### Provided material
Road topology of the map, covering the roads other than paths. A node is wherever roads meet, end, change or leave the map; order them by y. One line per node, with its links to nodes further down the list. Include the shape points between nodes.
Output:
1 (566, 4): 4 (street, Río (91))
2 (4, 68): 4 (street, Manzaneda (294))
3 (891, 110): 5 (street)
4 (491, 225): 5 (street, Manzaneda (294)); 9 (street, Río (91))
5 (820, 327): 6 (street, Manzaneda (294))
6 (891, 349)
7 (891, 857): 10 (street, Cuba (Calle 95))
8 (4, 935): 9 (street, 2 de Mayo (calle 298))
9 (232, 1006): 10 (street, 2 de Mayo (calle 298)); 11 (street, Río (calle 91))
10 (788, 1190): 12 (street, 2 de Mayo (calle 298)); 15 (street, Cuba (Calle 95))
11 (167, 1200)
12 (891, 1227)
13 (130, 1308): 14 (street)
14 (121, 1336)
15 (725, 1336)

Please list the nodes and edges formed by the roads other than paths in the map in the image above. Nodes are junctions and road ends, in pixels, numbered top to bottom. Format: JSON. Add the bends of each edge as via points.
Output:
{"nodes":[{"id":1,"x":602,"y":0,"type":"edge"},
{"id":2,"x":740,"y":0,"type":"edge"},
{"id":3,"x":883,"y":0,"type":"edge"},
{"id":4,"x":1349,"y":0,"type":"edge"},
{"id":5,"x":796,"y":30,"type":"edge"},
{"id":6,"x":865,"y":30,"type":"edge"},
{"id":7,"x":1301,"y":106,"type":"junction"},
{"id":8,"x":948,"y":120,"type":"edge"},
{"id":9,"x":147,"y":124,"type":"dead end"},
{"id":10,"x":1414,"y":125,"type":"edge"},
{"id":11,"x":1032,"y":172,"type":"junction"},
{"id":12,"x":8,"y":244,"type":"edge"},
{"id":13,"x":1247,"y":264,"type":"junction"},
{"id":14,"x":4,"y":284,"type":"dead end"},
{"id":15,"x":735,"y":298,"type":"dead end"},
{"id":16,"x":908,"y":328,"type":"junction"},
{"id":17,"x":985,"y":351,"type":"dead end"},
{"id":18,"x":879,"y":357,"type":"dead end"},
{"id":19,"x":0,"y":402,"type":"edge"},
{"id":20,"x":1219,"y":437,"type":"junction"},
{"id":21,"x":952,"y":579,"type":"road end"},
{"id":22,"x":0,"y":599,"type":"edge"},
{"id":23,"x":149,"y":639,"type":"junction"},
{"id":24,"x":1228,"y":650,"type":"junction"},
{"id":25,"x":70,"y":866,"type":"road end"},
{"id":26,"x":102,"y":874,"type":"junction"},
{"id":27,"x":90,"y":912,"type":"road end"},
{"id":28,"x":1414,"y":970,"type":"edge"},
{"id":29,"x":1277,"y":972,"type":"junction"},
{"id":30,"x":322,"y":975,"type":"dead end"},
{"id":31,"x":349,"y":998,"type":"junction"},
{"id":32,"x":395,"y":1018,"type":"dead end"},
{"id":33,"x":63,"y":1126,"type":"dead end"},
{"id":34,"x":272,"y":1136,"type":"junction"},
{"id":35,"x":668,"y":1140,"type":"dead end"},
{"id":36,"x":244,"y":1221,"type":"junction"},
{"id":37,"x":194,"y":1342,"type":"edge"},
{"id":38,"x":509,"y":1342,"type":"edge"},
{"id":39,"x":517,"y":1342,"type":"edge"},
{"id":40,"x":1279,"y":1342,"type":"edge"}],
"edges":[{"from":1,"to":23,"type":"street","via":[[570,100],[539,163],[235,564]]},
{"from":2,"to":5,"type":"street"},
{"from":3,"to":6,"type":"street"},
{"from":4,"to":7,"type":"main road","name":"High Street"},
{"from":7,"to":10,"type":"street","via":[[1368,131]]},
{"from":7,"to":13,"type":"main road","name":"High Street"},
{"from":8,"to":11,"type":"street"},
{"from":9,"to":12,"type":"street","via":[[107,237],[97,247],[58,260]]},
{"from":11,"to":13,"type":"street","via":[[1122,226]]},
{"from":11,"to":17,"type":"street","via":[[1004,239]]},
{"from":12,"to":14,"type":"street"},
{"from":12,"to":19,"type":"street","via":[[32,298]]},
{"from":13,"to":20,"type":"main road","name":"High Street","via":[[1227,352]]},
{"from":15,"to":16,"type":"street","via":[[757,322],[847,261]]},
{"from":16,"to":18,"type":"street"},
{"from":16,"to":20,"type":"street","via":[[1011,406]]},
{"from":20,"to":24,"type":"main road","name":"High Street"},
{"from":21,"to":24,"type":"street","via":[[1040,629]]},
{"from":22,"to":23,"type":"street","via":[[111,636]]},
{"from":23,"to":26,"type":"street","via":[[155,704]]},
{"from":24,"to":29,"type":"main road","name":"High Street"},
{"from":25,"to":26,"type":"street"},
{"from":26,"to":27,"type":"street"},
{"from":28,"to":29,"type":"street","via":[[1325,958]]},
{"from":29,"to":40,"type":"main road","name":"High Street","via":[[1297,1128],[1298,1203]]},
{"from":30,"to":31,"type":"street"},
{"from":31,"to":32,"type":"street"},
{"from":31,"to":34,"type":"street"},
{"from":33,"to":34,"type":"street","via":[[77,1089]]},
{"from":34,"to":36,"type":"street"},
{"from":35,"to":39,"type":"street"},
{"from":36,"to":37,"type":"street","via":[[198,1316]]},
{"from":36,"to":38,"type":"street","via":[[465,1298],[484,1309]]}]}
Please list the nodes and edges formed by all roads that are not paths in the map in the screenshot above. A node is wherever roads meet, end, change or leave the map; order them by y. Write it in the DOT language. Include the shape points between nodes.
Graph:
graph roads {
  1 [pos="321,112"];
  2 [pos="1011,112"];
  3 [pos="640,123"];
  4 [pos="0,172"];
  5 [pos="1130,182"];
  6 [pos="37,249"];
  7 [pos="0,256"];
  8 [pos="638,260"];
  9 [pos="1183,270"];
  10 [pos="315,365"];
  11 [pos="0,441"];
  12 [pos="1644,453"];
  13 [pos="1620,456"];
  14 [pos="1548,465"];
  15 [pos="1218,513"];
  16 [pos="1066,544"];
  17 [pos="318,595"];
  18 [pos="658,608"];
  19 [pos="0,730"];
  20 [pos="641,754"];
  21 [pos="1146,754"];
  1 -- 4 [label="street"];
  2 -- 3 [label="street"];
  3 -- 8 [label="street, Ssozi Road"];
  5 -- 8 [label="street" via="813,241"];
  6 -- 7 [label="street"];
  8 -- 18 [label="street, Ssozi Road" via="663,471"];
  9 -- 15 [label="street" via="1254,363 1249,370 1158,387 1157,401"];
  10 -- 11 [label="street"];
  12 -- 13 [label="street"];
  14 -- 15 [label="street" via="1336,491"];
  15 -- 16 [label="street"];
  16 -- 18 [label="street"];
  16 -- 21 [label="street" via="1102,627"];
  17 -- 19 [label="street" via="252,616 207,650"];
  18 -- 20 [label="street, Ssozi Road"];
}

### Work order
Retype every record exactly, omitting nothing.

### Answer to this exercise
Road topology of the map, covering the roads other than paths. A node is wherever roads meet, end, change or leave the map; order them by y. One line per node, with its links to nodes further down the list. Include the shape points between nodes.
Output:
1 (566, 4): 4 (street, Río (91))
2 (4, 68): 4 (street, Manzaneda (294))
3 (891, 110): 5 (street)
4 (491, 225): 5 (street, Manzaneda (294)); 9 (street, Río (91))
5 (820, 327): 6 (street, Manzaneda (294))
6 (891, 349)
7 (891, 857): 10 (street, Cuba (Calle 95))
8 (4, 935): 9 (street, 2 de Mayo (calle 298))
9 (232, 1006): 10 (street, 2 de Mayo (calle 298)); 11 (street, Río (calle 91))
10 (788, 1190): 12 (street, 2 de Mayo (calle 298)); 15 (street, Cuba (Calle 95))
11 (167, 1200)
12 (891, 1227)
13 (130, 1308): 14 (street)
14 (121, 1336)
15 (725, 1336)

Please list the nodes and edges formed by the roads other than paths in the map in the image above. Nodes are junctions and road ends, in pixels, numbered top to bottom. Format: JSON. Add the bends of each edge as via points.
Output:
{"nodes":[{"id":1,"x":602,"y":0,"type":"edge"},
{"id":2,"x":740,"y":0,"type":"edge"},
{"id":3,"x":883,"y":0,"type":"edge"},
{"id":4,"x":1349,"y":0,"type":"edge"},
{"id":5,"x":796,"y":30,"type":"edge"},
{"id":6,"x":865,"y":30,"type":"edge"},
{"id":7,"x":1301,"y":106,"type":"junction"},
{"id":8,"x":948,"y":120,"type":"edge"},
{"id":9,"x":147,"y":124,"type":"dead end"},
{"id":10,"x":1414,"y":125,"type":"edge"},
{"id":11,"x":1032,"y":172,"type":"junction"},
{"id":12,"x":8,"y":244,"type":"edge"},
{"id":13,"x":1247,"y":264,"type":"junction"},
{"id":14,"x":4,"y":284,"type":"dead end"},
{"id":15,"x":735,"y":298,"type":"dead end"},
{"id":16,"x":908,"y":328,"type":"junction"},
{"id":17,"x":985,"y":351,"type":"dead end"},
{"id":18,"x":879,"y":357,"type":"dead end"},
{"id":19,"x":0,"y":402,"type":"edge"},
{"id":20,"x":1219,"y":437,"type":"junction"},
{"id":21,"x":952,"y":579,"type":"road end"},
{"id":22,"x":0,"y":599,"type":"edge"},
{"id":23,"x":149,"y":639,"type":"junction"},
{"id":24,"x":1228,"y":650,"type":"junction"},
{"id":25,"x":70,"y":866,"type":"road end"},
{"id":26,"x":102,"y":874,"type":"junction"},
{"id":27,"x":90,"y":912,"type":"road end"},
{"id":28,"x":1414,"y":970,"type":"edge"},
{"id":29,"x":1277,"y":972,"type":"junction"},
{"id":30,"x":322,"y":975,"type":"dead end"},
{"id":31,"x":349,"y":998,"type":"junction"},
{"id":32,"x":395,"y":1018,"type":"dead end"},
{"id":33,"x":63,"y":1126,"type":"dead end"},
{"id":34,"x":272,"y":1136,"type":"junction"},
{"id":35,"x":668,"y":1140,"type":"dead end"},
{"id":36,"x":244,"y":1221,"type":"junction"},
{"id":37,"x":194,"y":1342,"type":"edge"},
{"id":38,"x":509,"y":1342,"type":"edge"},
{"id":39,"x":517,"y":1342,"type":"edge"},
{"id":40,"x":1279,"y":1342,"type":"edge"}],
"edges":[{"from":1,"to":23,"type":"street","via":[[570,100],[539,163],[235,564]]},
{"from":2,"to":5,"type":"street"},
{"from":3,"to":6,"type":"street"},
{"from":4,"to":7,"type":"main road","name":"High Street"},
{"from":7,"to":10,"type":"street","via":[[1368,131]]},
{"from":7,"to":13,"type":"main road","name":"High Street"},
{"from":8,"to":11,"type":"street"},
{"from":9,"to":12,"type":"street","via":[[107,237],[97,247],[58,260]]},
{"from":11,"to":13,"type":"street","via":[[1122,226]]},
{"from":11,"to":17,"type":"street","via":[[1004,239]]},
{"from":12,"to":14,"type":"street"},
{"from":12,"to":19,"type":"street","via":[[32,298]]},
{"from":13,"to":20,"type":"main road","name":"High Street","via":[[1227,352]]},
{"from":15,"to":16,"type":"street","via":[[757,322],[847,261]]},
{"from":16,"to":18,"type":"street"},
{"from":16,"to":20,"type":"street","via":[[1011,406]]},
{"from":20,"to":24,"type":"main road","name":"High Street"},
{"from":21,"to":24,"type":"street","via":[[1040,629]]},
{"from":22,"to":23,"type":"street","via":[[111,636]]},
{"from":23,"to":26,"type":"street","via":[[155,704]]},
{"from":24,"to":29,"type":"main road","name":"High Street"},
{"from":25,"to":26,"type":"street"},
{"from":26,"to":27,"type":"street"},
{"from":28,"to":29,"type":"street","via":[[1325,958]]},
{"from":29,"to":40,"type":"main road","name":"High Street","via":[[1297,1128],[1298,1203]]},
{"from":30,"to":31,"type":"street"},
{"from":31,"to":32,"type":"street"},
{"from":31,"to":34,"type":"street"},
{"from":33,"to":34,"type":"street","via":[[77,1089]]},
{"from":34,"to":36,"type":"street"},
{"from":35,"to":39,"type":"street"},
{"from":36,"to":37,"type":"street","via":[[198,1316]]},
{"from":36,"to":38,"type":"street","via":[[465,1298],[484,1309]]}]}
Please list the nodes and edges formed by all roads that are not paths in the map in the screenshot above. A node is wherever roads meet, end, change or leave the map; order them by y. Write it in the DOT language. Include the shape points between nodes.
Graph:
graph roads {
  1 [pos="321,112"];
  2 [pos="1011,112"];
  3 [pos="640,123"];
  4 [pos="0,172"];
  5 [pos="1130,182"];
  6 [pos="37,249"];
  7 [pos="0,256"];
  8 [pos="638,260"];
  9 [pos="1183,270"];
  10 [pos="315,365"];
  11 [pos="0,441"];
  12 [pos="1644,453"];
  13 [pos="1620,456"];
  14 [pos="1548,465"];
  15 [pos="1218,513"];
  16 [pos="1066,544"];
  17 [pos="318,595"];
  18 [pos="658,608"];
  19 [pos="0,730"];
  20 [pos="641,754"];
  21 [pos="1146,754"];
  1 -- 4 [label="street"];
  2 -- 3 [label="street"];
  3 -- 8 [label="street, Ssozi Road"];
  5 -- 8 [label="street" via="813,241"];
  6 -- 7 [label="street"];
  8 -- 18 [label="street, Ssozi Road" via="663,471"];
  9 -- 15 [label="street" via="1254,363 1249,370 1158,387 1157,401"];
  10 -- 11 [label="street"];
  12 -- 13 [label="street"];
  14 -- 15 [label="street" via="1336,491"];
  15 -- 16 [label="street"];
  16 -- 18 [label="street"];
  16 -- 21 [label="street" via="1102,627"];
  17 -- 19 [label="street" via="252,616 207,650"];
  18 -- 20 [label="street, Ssozi Road"];
}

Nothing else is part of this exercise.